▸ Exercise brief: Work out how many lines in the data below include "const", then reply with that number only.
** Opening Given data block **
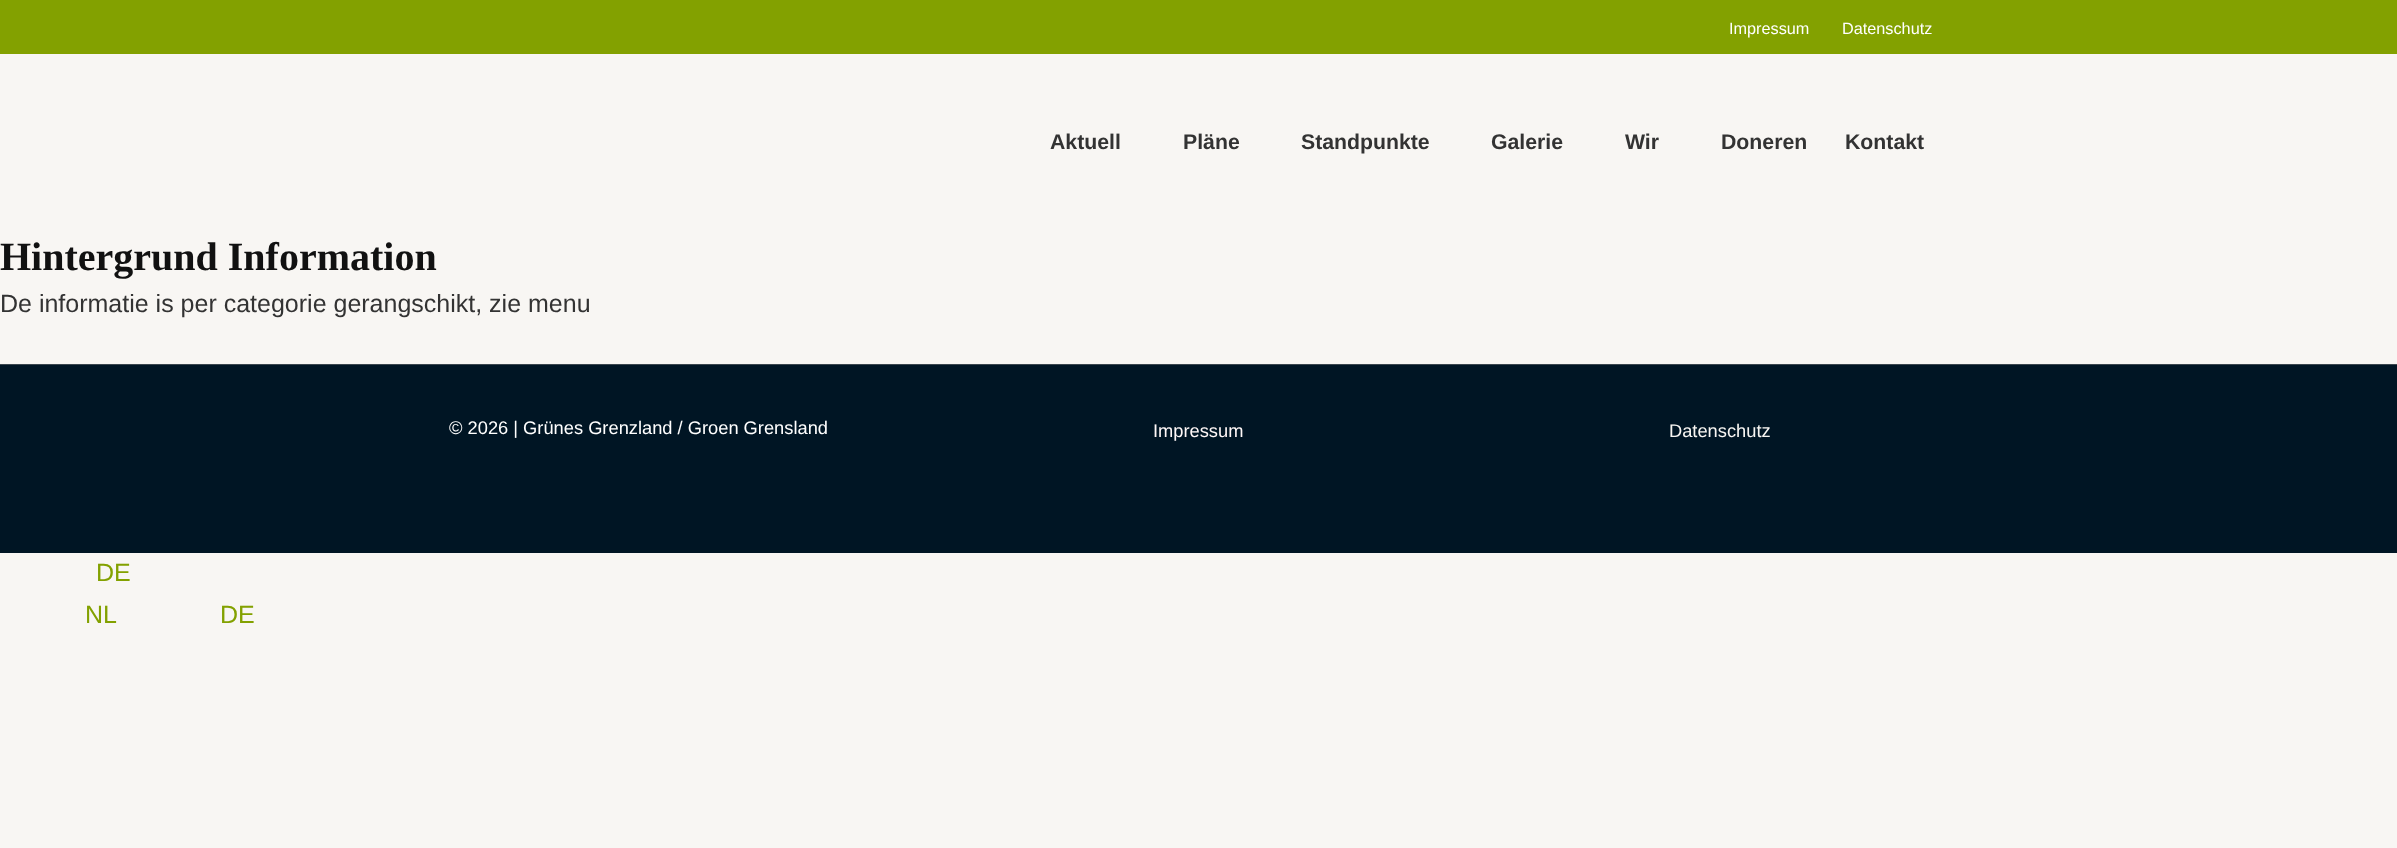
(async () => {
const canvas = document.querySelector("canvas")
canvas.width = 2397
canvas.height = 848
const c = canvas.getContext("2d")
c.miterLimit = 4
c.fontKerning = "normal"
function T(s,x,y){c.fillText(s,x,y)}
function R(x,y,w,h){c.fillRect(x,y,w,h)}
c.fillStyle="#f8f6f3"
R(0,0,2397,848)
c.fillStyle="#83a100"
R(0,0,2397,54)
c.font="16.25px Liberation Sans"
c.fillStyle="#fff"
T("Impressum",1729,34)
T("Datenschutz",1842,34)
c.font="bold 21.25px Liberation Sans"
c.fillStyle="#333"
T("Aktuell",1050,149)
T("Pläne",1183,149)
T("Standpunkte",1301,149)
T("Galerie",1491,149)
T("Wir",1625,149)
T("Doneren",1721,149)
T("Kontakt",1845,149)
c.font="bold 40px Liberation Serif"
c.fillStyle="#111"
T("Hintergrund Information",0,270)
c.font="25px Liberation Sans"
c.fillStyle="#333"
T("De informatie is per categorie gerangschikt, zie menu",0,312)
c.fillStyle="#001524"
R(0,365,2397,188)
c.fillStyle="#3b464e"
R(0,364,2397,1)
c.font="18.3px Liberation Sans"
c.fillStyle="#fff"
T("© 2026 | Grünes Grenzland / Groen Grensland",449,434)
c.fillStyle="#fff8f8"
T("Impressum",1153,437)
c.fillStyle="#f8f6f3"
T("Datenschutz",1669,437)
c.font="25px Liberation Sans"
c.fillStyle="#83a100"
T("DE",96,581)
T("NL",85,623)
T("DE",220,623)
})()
** Closing Given data block **
▸ Task result: 2